Adversarial system of justice


The legal system practised in India is known as an adversary system. In this system, the parties to a controversy develop and present their arguments, gather and submit evidence, call and question witnesses, and, within the confines of certain rules, control the process. The fact finder, usually a judge or jury, remains neutral and passive throughout the proceeding.


Judges in an adversarial system are impartial in ensuring the fair play of due process or fundamental justice. Such judges decide, often when called upon by counsel rather than of their own motion, what evidence is to be admitted when there is a dispute; though in some common law jurisdictions judges play more of a role in deciding what evidence to admit into the record or reject. At worst, abusing judicial discretion would actually pave the way to a biased decision rendering obsolete the judicial process in question—rule of law being illicitly subordinated by rule of man under such discriminating circumstances.

As said by Judge Megan L.A Brown all evidence must be relevant and not hearsay evidence.

Peter Murphy in his Practical Guide to Evidence recounts an instructive example. A frustrated judge in an English (adversarial) court finally asked a barrister after witnesses had produced conflicting accounts, 'Am I never to hear the truth?' 'No, my lord, merely the evidence', replied counsel.


The adversarial system often argue that the system is fairer and less prone to abuse than the inquisitional approach, because it allows less room for the state to be biased against the defendant. It also allows most private litigants to settle their disputes in an amicable manner through discovery and pre-trial settlements in which non-contested facts are agreed upon and not dealt with during the trial process.

In addition, adversarial procedure defenders argue that the inquisitorial court systems are overly institutionalized and removed from the average citizen. The common law trial lawyer has ample opportunity to uncover the truth in a laboratory called the courtroom. Most cases that go to trial are carefully prepared through a discovery process that aids in the review of evidence and testimony before it is presented to judge or jury. The lawyers involved have a very good idea of the scope of agreement and disagreement of the issues to present at trial which develops much in the same way as the role of investigative judges. It has also been argued that a trial by a jury of one's peers may be more impartial than any government paid inquisitor and a panel of his peers.


Criticism of the adversary system is that it is slow and cumbersome. The judge, acting as a neutral fact finder, can do little to accelerate a trial, and procedural and evidentiary rules further slow the process. Likewise, the wide availability of appellate review means that a final determination can take years.

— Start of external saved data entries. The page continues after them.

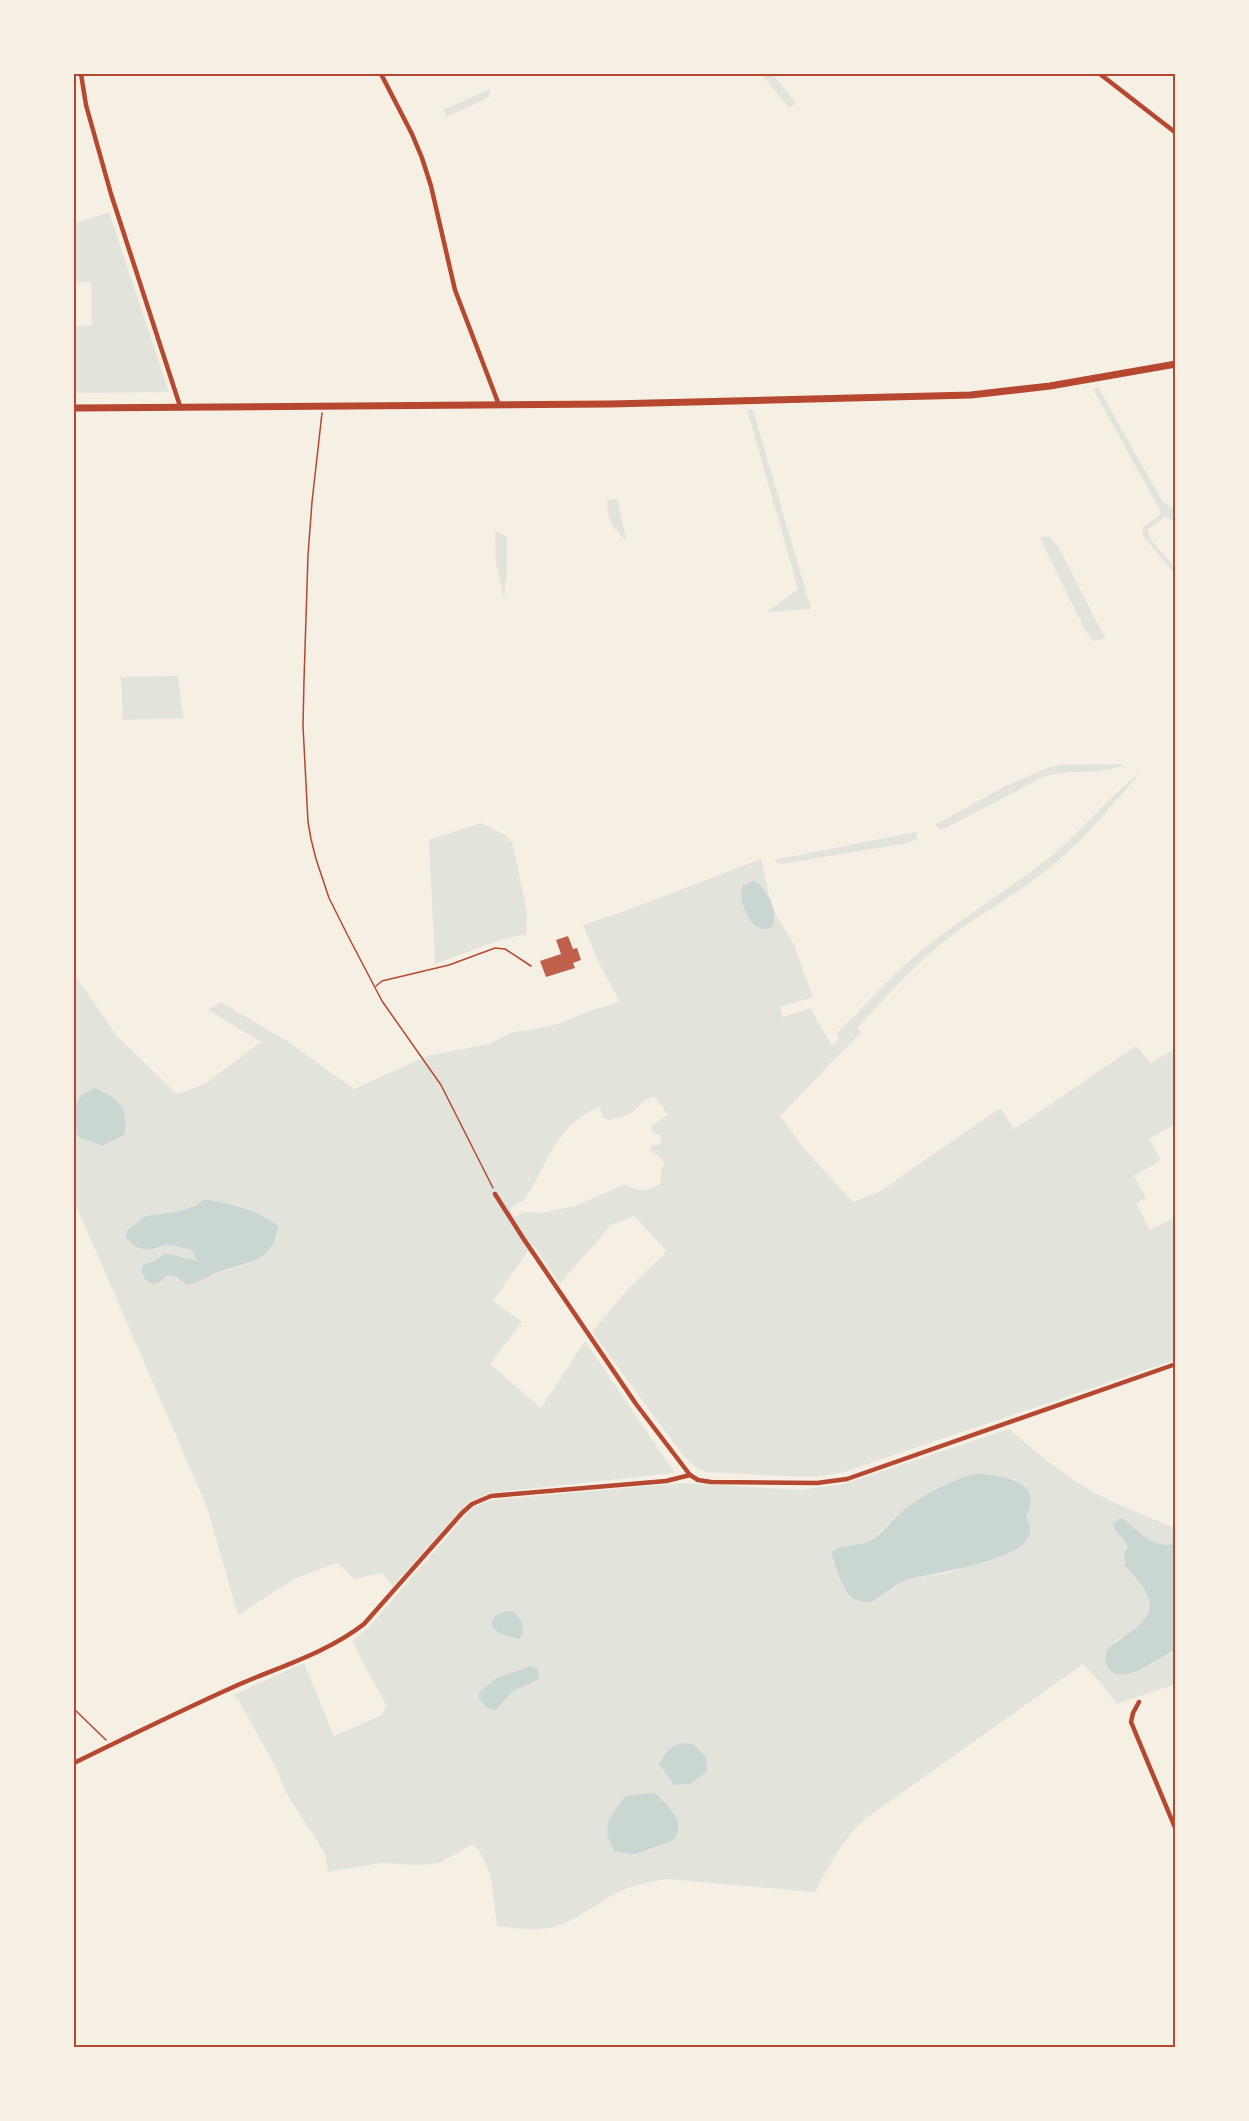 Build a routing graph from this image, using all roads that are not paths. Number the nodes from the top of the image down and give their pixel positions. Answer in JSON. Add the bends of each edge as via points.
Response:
{"nodes":[{"id":1,"x":81,"y":74,"type":"edge"},
{"id":2,"x":381,"y":74,"type":"edge"},
{"id":3,"x":1100,"y":74,"type":"edge"},
{"id":4,"x":1176,"y":133,"type":"edge"},
{"id":5,"x":1176,"y":364,"type":"edge"},
{"id":6,"x":499,"y":405,"type":"junction"},
{"id":7,"x":180,"y":406,"type":"junction"},
{"id":8,"x":74,"y":408,"type":"edge"},
{"id":9,"x":495,"y":1194,"type":"road end"},
{"id":10,"x":1176,"y":1364,"type":"edge"},
{"id":11,"x":690,"y":1474,"type":"junction"},
{"id":12,"x":1139,"y":1702,"type":"dead end"},
{"id":13,"x":74,"y":1763,"type":"edge"},
{"id":14,"x":1176,"y":1830,"type":"edge"}],
"edges":[{"from":1,"to":7,"type":"street","via":[[111,194]]},
{"from":2,"to":6,"type":"street","via":[[422,158],[455,290]]},
{"from":3,"to":4,"type":"street"},
{"from":5,"to":6,"type":"main road","via":[[971,395]]},
{"from":6,"to":7,"type":"main road"},
{"from":7,"to":8,"type":"main road"},
{"from":9,"to":11,"type":"street","via":[[636,1404]]},
{"from":10,"to":11,"type":"street","via":[[847,1479],[817,1483],[711,1482]]},
{"from":11,"to":13,"type":"street","via":[[666,1482],[490,1496],[472,1504],[351,1634]]},
{"from":12,"to":14,"type":"street","via":[[1131,1722]]}]}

However, at least one study has shown that in courts where adversarial trials were discouraged and settlements actively encouraged, litigants still encountered substantial delays in resolution.

Critics pose some disturbing questions about the adversary system: Is justice served by a process that is more concerned with resolving controversies than with finding the ultimate truth? Is it possible for people with limited resources to enjoy the same access to legal services as do wealthy people? Does a system that puts a premium on winning encourage chicanery, manipulation, and deception?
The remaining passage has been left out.